In effect, political economy needs to reflect again on the question of the degree to which inequality is a precondition of economic innovation and development.  Our intuitive answer is that some inequality is probably necessary to ensure that there are sufficient incentives to invest, produce and work, but that anything like the kind of inequality we have become accustomed to living with in fact threatens the broad social base on which sound economic development depends.  This argument was in fact grasped for most of the twentieth century by those farsighted business leaders who understood that their workers needed sufficient remuneration for their labour to be able to buy the goods and services they were making.  Put differently, they knew that you couldn’t build successful capitalist development solely around the production and sale of yachts, expensive cars and luxury homes!

Joseph Stgilitz deployed this insight to good effect in early 1993 when he argued in  The New York Times that there were four major reasons why inequality was ‘squelching’ the recovery.  First, the middle class was ‘too weak to support the consumer spending that has historically driven our economic growth’; second, the ‘hollowing out of the middle class since the 1970s’ meant that they could no longer afford to invest in their future; third, the loss of this middle income was ‘holding back tax receipts’, especially since those at the top were so adroit in avoiding taxes; and, fourth, inequality was associated with ‘more frequent and more severe boom-and-bust cycles that make our economy more volatile and vulnerable’.  This piece was much debated, and disagreed with even by fellow Keynesians.  But Stiglitz was surely right to insist on the truthfulness and continuing relevance of a key element of Keynes’s own economic theorising, which was that middle and lower income citizens have a much higher marginal propensity to consume than the rich and very rich who he considered to be more likely to save than spend their enormous earnings.

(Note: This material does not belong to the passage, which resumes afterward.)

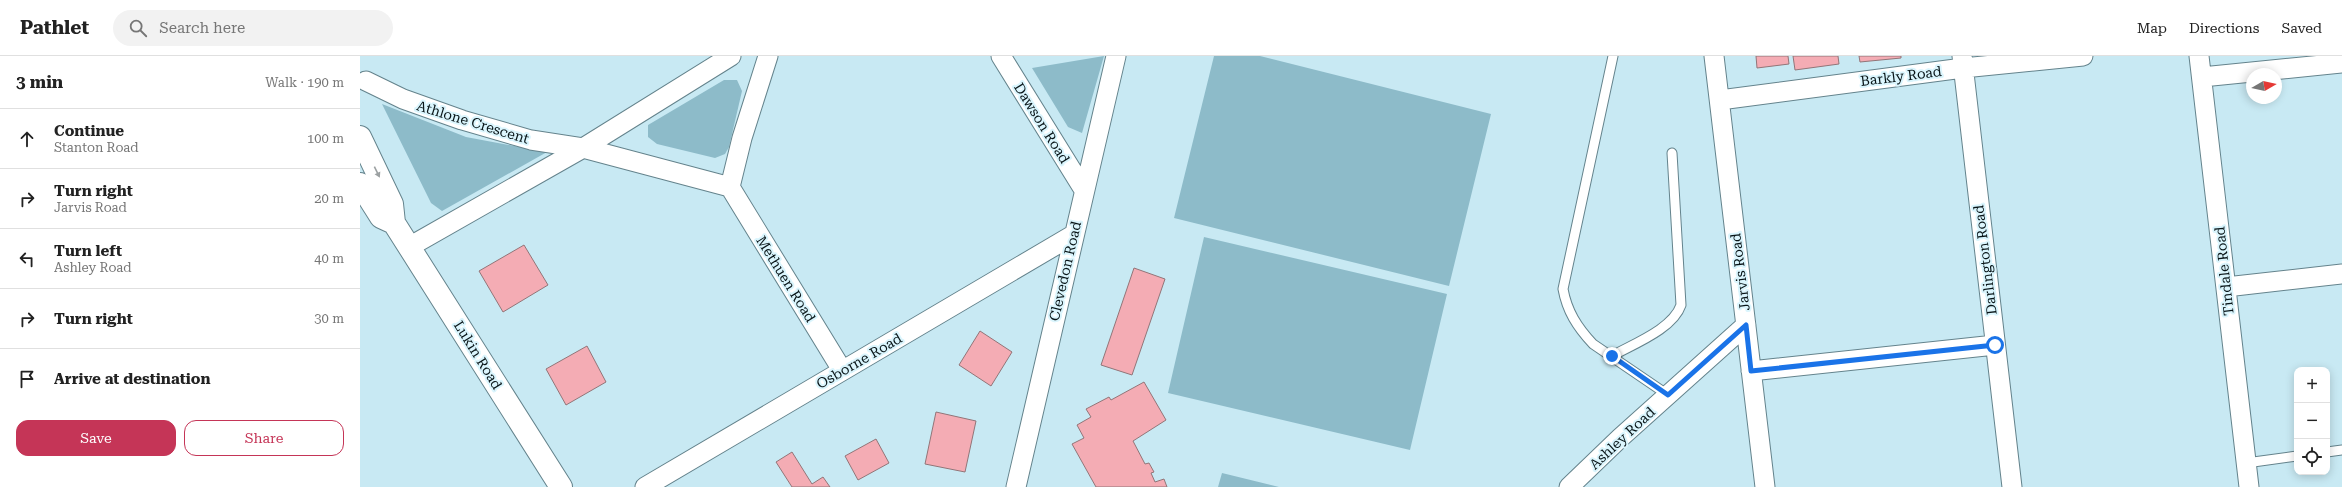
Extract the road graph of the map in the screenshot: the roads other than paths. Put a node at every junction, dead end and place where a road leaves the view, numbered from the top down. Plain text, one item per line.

In sum, we need to rebuild as swiftly as possible the broader spending base on which capitalism used to sit prior to the crazed rush towards the extreme inequality racked up over the past several decades in most advanced countries.  What’s more, we know how to do it, because we have done it before – from the late 1930s onwards and into the post-1945 era.  The methods are: progressive taxation of income and wealth; the serious pursuit of corporate tax avoidance on a coordinated, global basis; the enactment of proper policies to require the payment of living wages; the public provision of universal healthcare, education and social protection to citizens; and the defence of the rights of workers within the law to organise themselves inside trade unions.

Can it be done again in hard times post-crisis?  That will depend in the end on politics and the courage and vision of political leaders.  We have shown, however, that the political economy of a broader, more equal, social base would increase growth, generate more taxes, reduce welfare spending, free up resources to devote to public investments and, generally, create a virtuous circle of civic capitalist development.  What’s not to like if you are not a member of the 1% that has benefited so much from the neoliberalism of the past several decades?  It’s sound political economy, and it’s a better morality play than the one we have been participating in.